Often with leadership, we feel like we need to have all the answers. I am continually watching leaders shoot from the hip, often inaccurately, because they think they are supposed to know something as the leader — and if they don’t know the answer immediately off the top of their head, then they feel like they’re a failure. But what personal leadership really means is always being willing to not know something, and to be willing to find the answers or invite the wisdom of those around you. That’s a big difference, and in practice requires more humility, openness, and creativity. In short, it requires a posture of learning.
For some reason, too many people keep thinking that not knowing = weakness. But the reality is we build stronger teams by getting people to engage. And if we take the approach that “I’m the boss, therefore I know,” then we’re behaving in a manner that says ‘Do what I say, your opinion doesn’t matter to me.’ That is not a culture of engagement; that’s a culture of unengaged followers, and usually unloyal ones at that. Why would they stay committed if they’re not engaged, or their expertise and wisdom is never being consulted; their cognitive muscle never being exercised?

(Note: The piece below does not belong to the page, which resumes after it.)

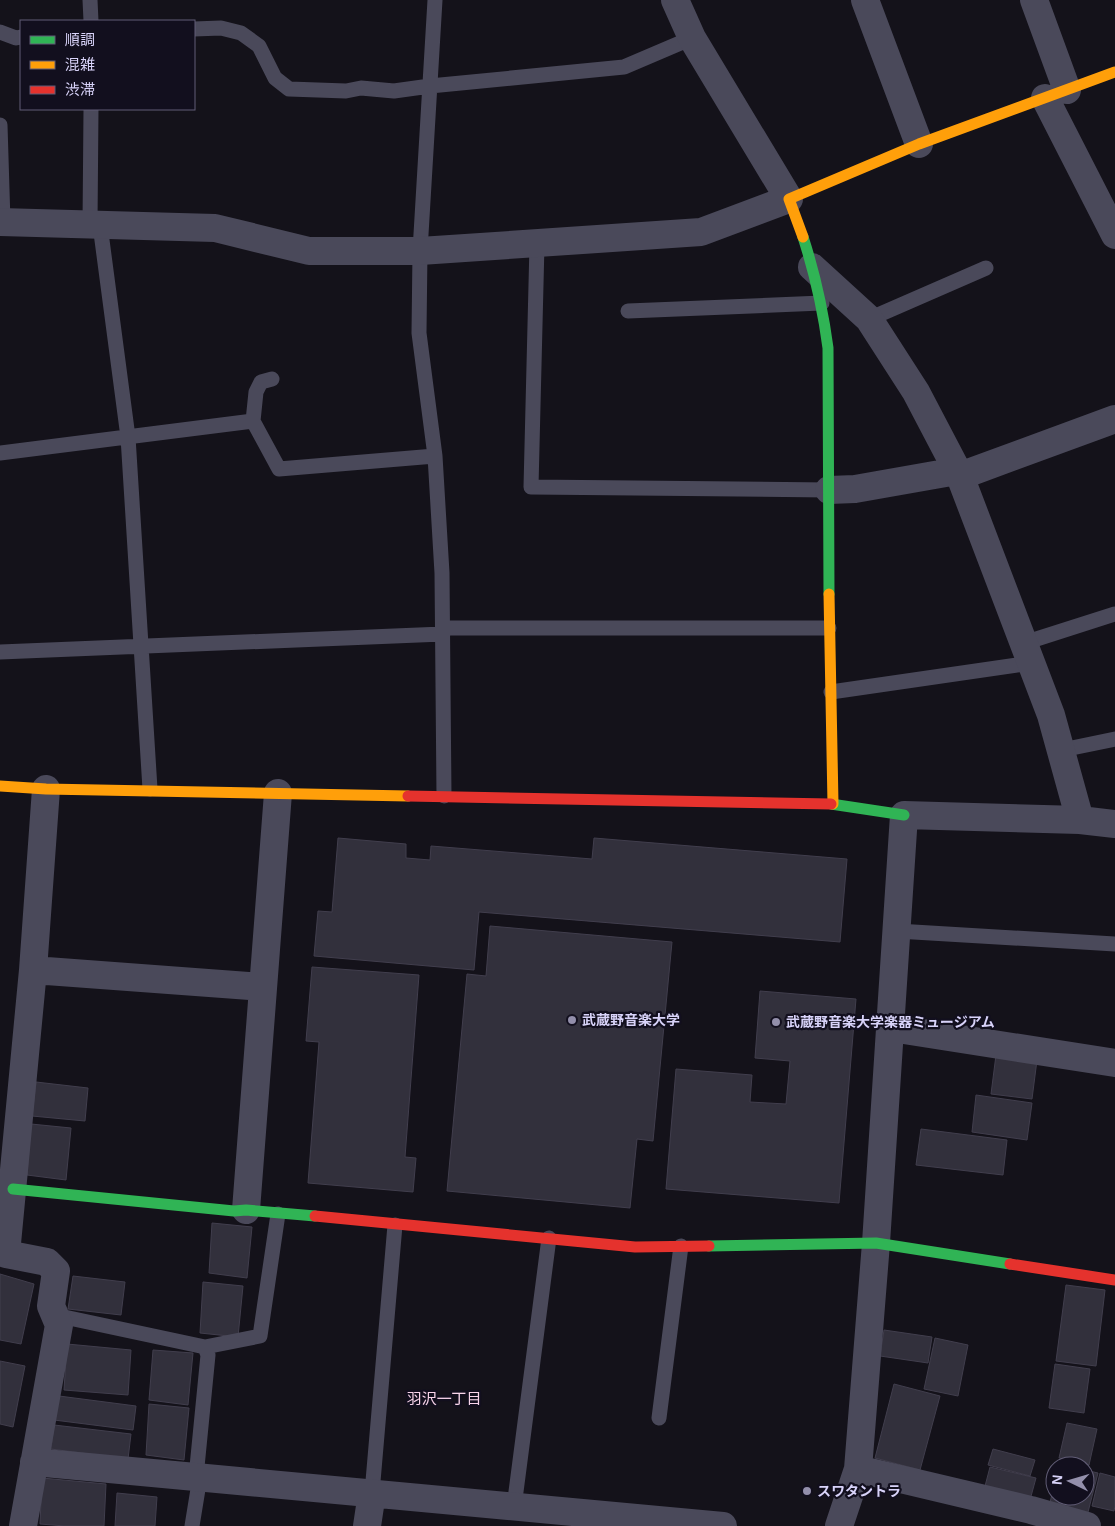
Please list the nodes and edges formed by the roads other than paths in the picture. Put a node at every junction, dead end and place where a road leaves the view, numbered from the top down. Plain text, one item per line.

A posture of learning says that ‘we’re all learning and growing through this together.’ It’s amazing what the power of a positive, inviting question can do to the depth of relationship. When you solve a problem together, you build commitment to follow through on that solution and a willingness to be held accountable to your progress and results. It builds dialogue and connection. That’s true leading: bringing a team together to find amazing solutions. Leadership is more about the greatness we can draw out of people than the pouring of our greatness into people.
Lead through the process of thinking, problem solving, questioning, creating solutions, seeing the value of, and honoring your team. Lead from a posture of learning, and you lead by example.